▶ WORK ITEM: Retype the tail of the data exactly, starting at the line containing "Digitize the connectivity" and stopping at the last line.

DATASET EXCERPTS START

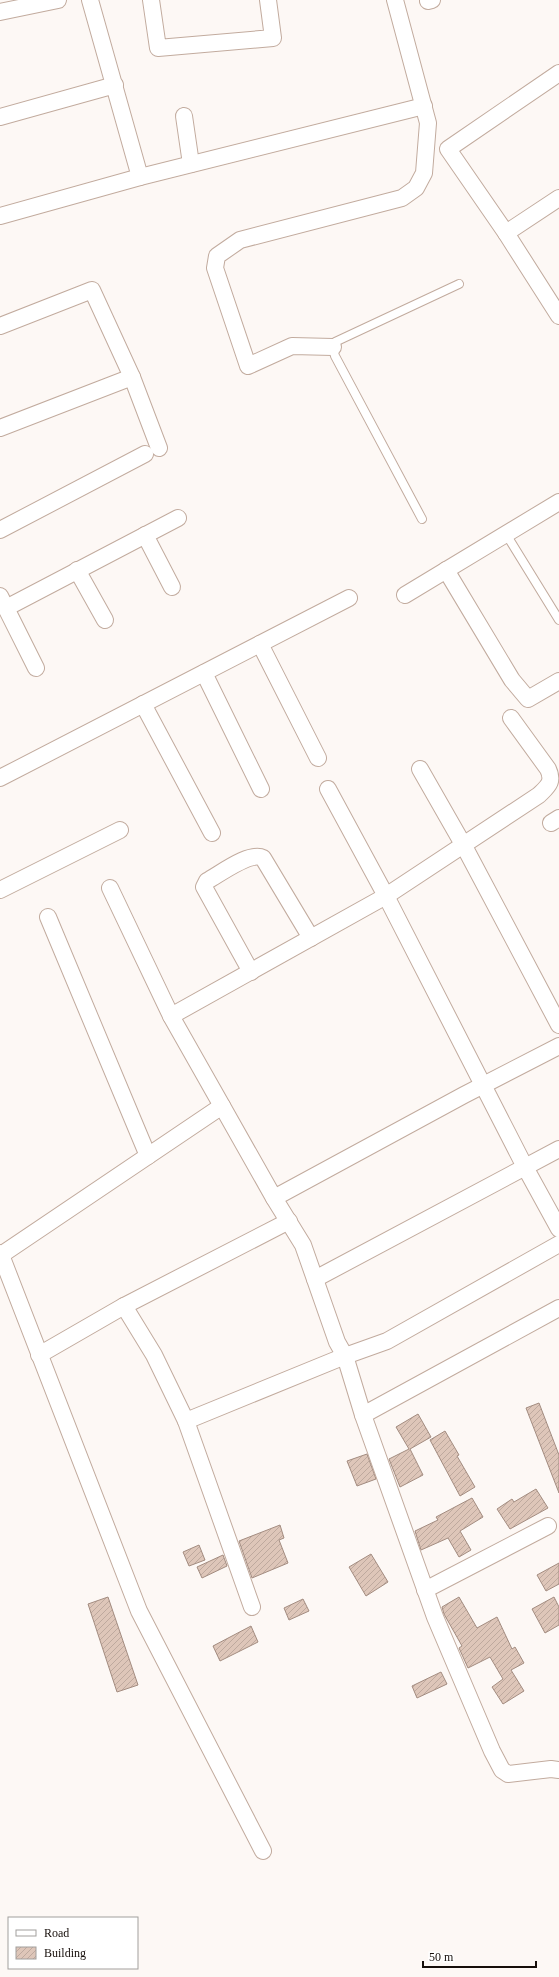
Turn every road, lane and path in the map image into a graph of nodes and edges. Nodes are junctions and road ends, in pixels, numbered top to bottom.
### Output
1 (58, 0) edge
2 (90, 0) edge
3 (151, 0) edge
4 (268, 0) edge
5 (395, 0) edge
6 (0, 12) edge
7 (559, 73) edge
8 (115, 85) junction
9 (424, 106) junction
10 (184, 116) dead end
11 (0, 117) edge
12 (191, 164) junction
13 (140, 177) junction
14 (559, 198) edge
15 (0, 216) edge
16 (506, 233) junction
17 (459, 284) dead end
18 (559, 316) edge
19 (0, 326) edge
20 (333, 347) junction
21 (132, 377) junction
22 (0, 428) edge
23 (559, 502) edge
24 (178, 518) dead end
25 (422, 519) dead end
26 (0, 530) edge
27 (506, 534) junction
28 (145, 535) junction
29 (77, 570) junction
30 (446, 570) junction
31 (172, 587) dead end
32 (405, 595) dead end
33 (349, 598) dead end
34 (3, 602) edge
35 (104, 620) dead end
36 (559, 620) edge
37 (260, 644) junction
38 (36, 668) dead end
39 (204, 673) junction
40 (559, 681) edge
41 (143, 704) junction
42 (511, 718) dead end
43 (318, 758) dead end
44 (420, 769) dead end
45 (0, 778) edge
46 (261, 789) dead end
47 (328, 789) dead end
48 (120, 830) dead end
49 (212, 833) dead end
50 (464, 846) junction
51 (110, 888) dead end
52 (0, 890) edge
53 (386, 896) junction
54 (48, 916) dead end
55 (311, 938) junction
56 (251, 972) junction
57 (172, 1016) junction
58 (559, 1025) edge
59 (559, 1046) edge
60 (483, 1086) junction
61 (222, 1106) junction
62 (559, 1149) edge
63 (148, 1156) junction
64 (525, 1167) junction
65 (274, 1198) junction
66 (556, 1219) edge
67 (289, 1221) junction
68 (559, 1244) edge
69 (1, 1254) edge
70 (315, 1279) junction
71 (124, 1306) junction
72 (559, 1308) edge
73 (39, 1355) junction
74 (344, 1356) junction
75 (363, 1415) junction
76 (186, 1421) junction
77 (548, 1526) dead end
78 (425, 1590) junction
79 (252, 1607) dead end
80 (559, 1770) edge
81 (264, 1851) dead end

1 - 6 street
2 - 8 street
3 - 4 street
5 - 9 street
7 - 16 street
8 - 11 street
8 - 13 street
9 - 12 street
9 - 20 street
10 - 12 street
12 - 13 street
13 - 15 street
14 - 16 street
16 - 18 street
17 - 20 lane
19 - 21 street
20 - 25 lane
21 - 22 street
21 - 26 street
23 - 27 street
24 - 28 street
27 - 30 street
27 - 36 lane
28 - 29 street
28 - 31 street
29 - 34 street
29 - 35 street
30 - 32 street
30 - 40 street
33 - 37 street
34 - 38 street
37 - 39 street
37 - 43 street
39 - 41 street
39 - 46 street
41 - 45 street
41 - 49 street
42 - 50 street
44 - 50 street
47 - 53 street
48 - 52 street
50 - 53 street
50 - 58 street
51 - 57 street
53 - 55 street
53 - 60 street
54 - 63 street
55 - 56 street
55 - 56 street
56 - 57 street
57 - 61 street
59 - 60 street
60 - 64 street
60 - 65 street
61 - 63 street
61 - 65 street
62 - 64 street
63 - 69 street
64 - 66 street
64 - 70 street
65 - 67 street
67 - 70 street
67 - 71 street
68 - 74 street
69 - 73 street
70 - 74 street
71 - 73 street
71 - 76 street
72 - 75 street
73 - 81 street
74 - 75 street
74 - 76 street
75 - 78 street
76 - 79 street
77 - 78 street
78 - 80 street

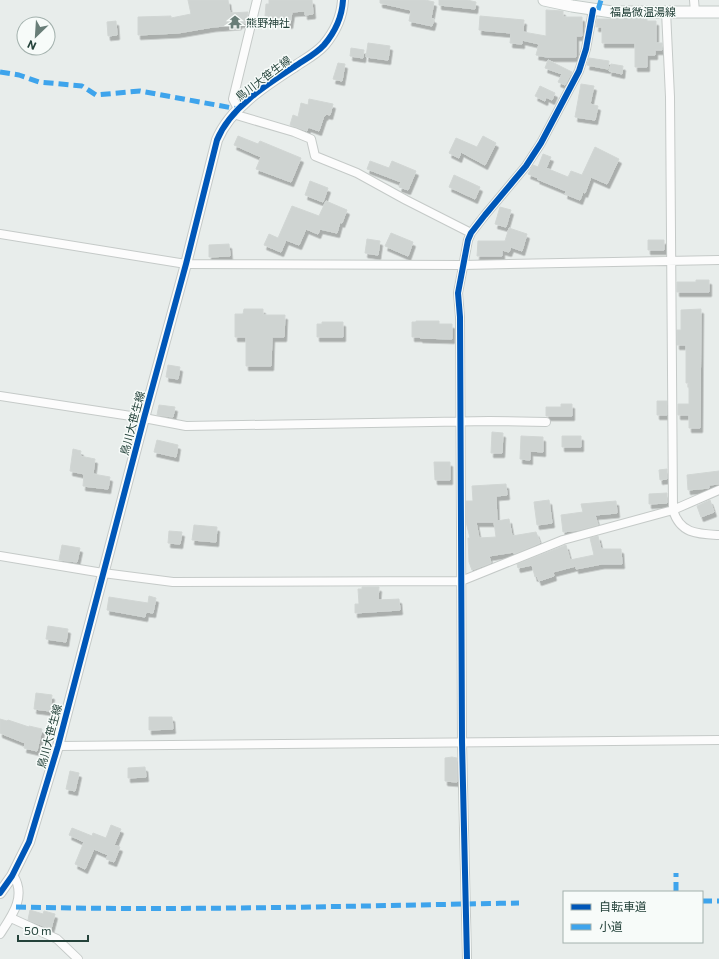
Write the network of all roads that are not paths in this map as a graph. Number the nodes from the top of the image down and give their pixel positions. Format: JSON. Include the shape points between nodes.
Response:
{"nodes":[{"id":1,"x":257,"y":0,"type":"edge"},
{"id":2,"x":343,"y":0,"type":"edge"},
{"id":3,"x":544,"y":0,"type":"edge"},
{"id":4,"x":694,"y":0,"type":"edge"},
{"id":5,"x":593,"y":10,"type":"junction"},
{"id":6,"x":666,"y":11,"type":"junction"},
{"id":7,"x":695,"y":12,"type":"junction"},
{"id":8,"x":719,"y":12,"type":"edge"},
{"id":9,"x":236,"y":112,"type":"junction"},
{"id":10,"x":471,"y":233,"type":"junction"},
{"id":11,"x":0,"y":234,"type":"edge"},
{"id":12,"x":671,"y":260,"type":"junction"},
{"id":13,"x":719,"y":260,"type":"edge"},
{"id":14,"x":186,"y":264,"type":"junction"},
{"id":15,"x":463,"y":265,"type":"junction"},
{"id":16,"x":0,"y":396,"type":"edge"},
{"id":17,"x":144,"y":418,"type":"junction"},
{"id":18,"x":460,"y":421,"type":"junction"},
{"id":19,"x":546,"y":422,"type":"dead end"},
{"id":20,"x":719,"y":490,"type":"edge"},
{"id":21,"x":673,"y":510,"type":"junction"},
{"id":22,"x":719,"y":535,"type":"edge"},
{"id":23,"x":0,"y":556,"type":"edge"},
{"id":24,"x":103,"y":573,"type":"junction"},
{"id":25,"x":461,"y":581,"type":"junction"},
{"id":26,"x":719,"y":740,"type":"edge"},
{"id":27,"x":462,"y":742,"type":"junction"},
{"id":28,"x":58,"y":746,"type":"junction"},
{"id":29,"x":13,"y":874,"type":"junction"},
{"id":30,"x":0,"y":893,"type":"edge"},
{"id":31,"x":11,"y":918,"type":"junction"},
{"id":32,"x":0,"y":934,"type":"edge"},
{"id":33,"x":78,"y":959,"type":"edge"},
{"id":34,"x":467,"y":959,"type":"edge"}],
"edges":[{"from":1,"to":9,"type":"street","via":[[233,99]]},
{"from":2,"to":9,"type":"street","name":"鳥川大笹生線","via":[[336,26],[323,46]]},
{"from":3,"to":5,"type":"main road","name":"福島微温湯線"},
{"from":4,"to":7,"type":"street"},
{"from":5,"to":6,"type":"main road","name":"福島微温湯線"},
{"from":5,"to":10,"type":"street","via":[[579,71],[541,143],[526,166]]},
{"from":6,"to":7,"type":"main road","name":"福島微温湯線"},
{"from":6,"to":12,"type":"street","via":[[670,97]]},
{"from":7,"to":8,"type":"main road","name":"福島微温湯線"},
{"from":9,"to":10,"type":"street","via":[[312,139],[314,156],[357,173]]},
{"from":9,"to":14,"type":"street","name":"鳥川大笹生線","via":[[226,123],[217,140]]},
{"from":10,"to":15,"type":"street"},
{"from":11,"to":14,"type":"street"},
{"from":12,"to":13,"type":"street"},
{"from":12,"to":15,"type":"street"},
{"from":12,"to":21,"type":"street"},
{"from":14,"to":15,"type":"street"},
{"from":14,"to":17,"type":"street","name":"鳥川大笹生線"},
{"from":15,"to":18,"type":"street","via":[[458,297]]},
{"from":16,"to":17,"type":"street"},
{"from":17,"to":18,"type":"street","via":[[186,426]]},
{"from":17,"to":24,"type":"street","name":"鳥川大笹生線"},
{"from":18,"to":19,"type":"street"},
{"from":18,"to":25,"type":"street"},
{"from":20,"to":21,"type":"street"},
{"from":21,"to":22,"type":"street","via":[[682,525],[690,531]]},
{"from":21,"to":25,"type":"street","via":[[563,540]]},
{"from":23,"to":24,"type":"street"},
{"from":24,"to":25,"type":"street","via":[[173,582]]},
{"from":24,"to":28,"type":"street","name":"鳥川大笹生線"},
{"from":25,"to":27,"type":"street"},
{"from":26,"to":27,"type":"street"},
{"from":27,"to":28,"type":"street"},
{"from":27,"to":34,"type":"street"},
{"from":28,"to":29,"type":"street","name":"鳥川大笹生線","via":[[29,842]]},
{"from":29,"to":30,"type":"street","name":"鳥川大笹生線"},
{"from":29,"to":31,"type":"street","via":[[19,891]]},
{"from":31,"to":32,"type":"street"},
{"from":31,"to":33,"type":"street","via":[[57,939]]}]}
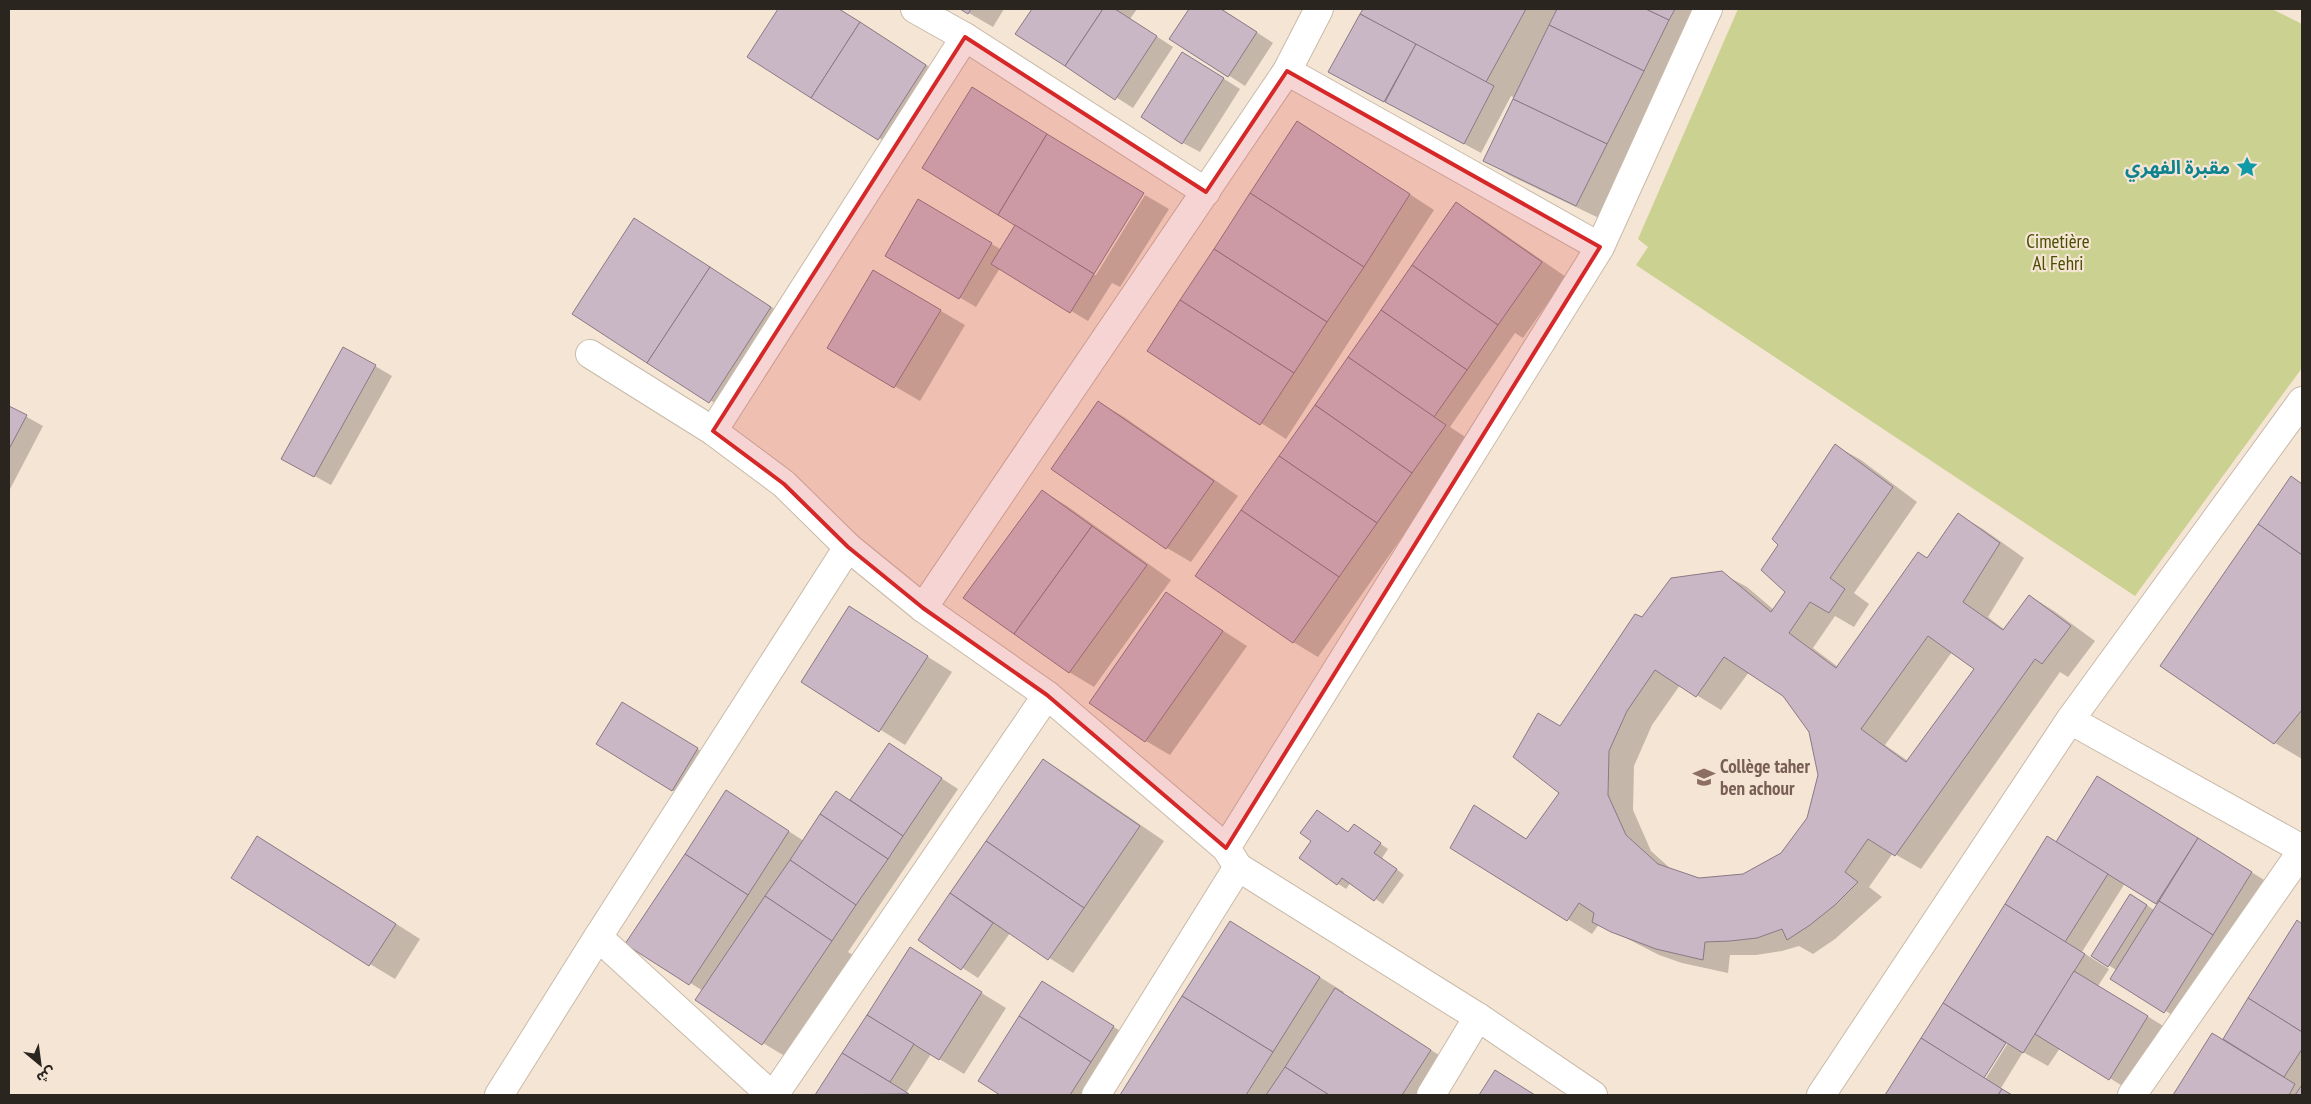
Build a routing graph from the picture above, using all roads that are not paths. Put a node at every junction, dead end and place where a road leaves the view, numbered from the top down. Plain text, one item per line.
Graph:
1 (915, 9) edge
2 (1319, 9) edge
3 (1708, 9) edge
4 (965, 37) junction
5 (1287, 71) junction
6 (1206, 192) junction
7 (1600, 247) junction
8 (590, 354) dead end
9 (2302, 401) edge
10 (713, 431) junction
11 (848, 547) junction
12 (923, 608) junction
13 (1046, 695) junction
14 (2070, 720) junction
15 (2302, 850) edge
16 (1232, 858) junction
17 (598, 937) junction
18 (1478, 1017) junction
19 (499, 1095) edge
20 (773, 1095) edge
21 (1096, 1095) edge
22 (1431, 1095) edge
23 (1593, 1095) edge
24 (1821, 1095) edge
25 (2132, 1095) edge

1 - 4 street
2 - 5 street
3 - 7 street
4 - 6 street
4 - 10 street
5 - 6 street
5 - 7 street
6 - 12 street
7 - 16 street
8 - 10 street
9 - 14 street
10 - 11 street
11 - 12 street
11 - 17 street
12 - 13 street
13 - 16 street
13 - 20 street
14 - 15 street
14 - 24 street
15 - 25 street
16 - 18 street
16 - 21 street
17 - 19 street
17 - 20 street
18 - 22 street
18 - 23 street

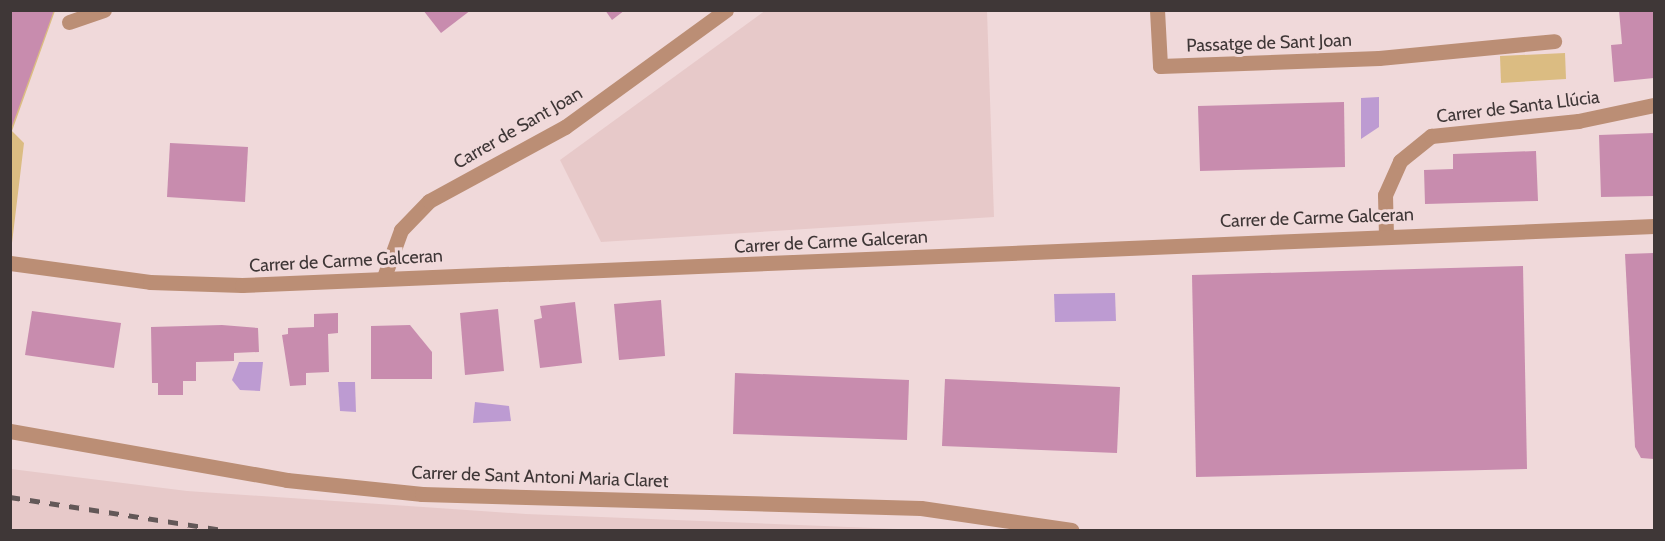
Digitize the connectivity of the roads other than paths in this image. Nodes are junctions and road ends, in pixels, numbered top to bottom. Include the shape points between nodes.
1 (104, 10) edge
2 (726, 10) edge
3 (1157, 10) edge
4 (69, 22) dead end
5 (1554, 41) dead end
6 (1654, 105) edge
7 (1654, 226) edge
8 (1386, 236) junction
9 (10, 263) edge
10 (384, 277) junction
11 (10, 430) edge
12 (1071, 531) edge

1 - 4 street
2 - 10 street, Carrer de Sant Joan via 565,127 429,201 400,230
3 - 5 street, Passatge de Sant Joan via 1160,66 1379,58
6 - 8 street, Carrer de Santa Llúcia via 1578,121 1431,136 1396,170 1384,195
7 - 8 street, Carrer de Carme Galceran
8 - 10 street, Carrer de Carme Galceran via 666,271
9 - 10 street, Carrer de Carme Galceran via 195,285
11 - 12 street, Carrer de Sant Antoni Maria Claret via 287,480 422,494 921,508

DATASET EXCERPTS END

▶ TASK RESPONSE:
Digitize the connectivity of the roads other than paths in this image. Nodes are junctions and road ends, in pixels, numbered top to bottom. Include the shape points between nodes.
1 (104, 10) edge
2 (726, 10) edge
3 (1157, 10) edge
4 (69, 22) dead end
5 (1554, 41) dead end
6 (1654, 105) edge
7 (1654, 226) edge
8 (1386, 236) junction
9 (10, 263) edge
10 (384, 277) junction
11 (10, 430) edge
12 (1071, 531) edge

1 - 4 street
2 - 10 street, Carrer de Sant Joan via 565,127 429,201 400,230
3 - 5 street, Passatge de Sant Joan via 1160,66 1379,58
6 - 8 street, Carrer de Santa Llúcia via 1578,121 1431,136 1396,170 1384,195
7 - 8 street, Carrer de Carme Galceran
8 - 10 street, Carrer de Carme Galceran via 666,271
9 - 10 street, Carrer de Carme Galceran via 195,285
11 - 12 street, Carrer de Sant Antoni Maria Claret via 287,480 422,494 921,508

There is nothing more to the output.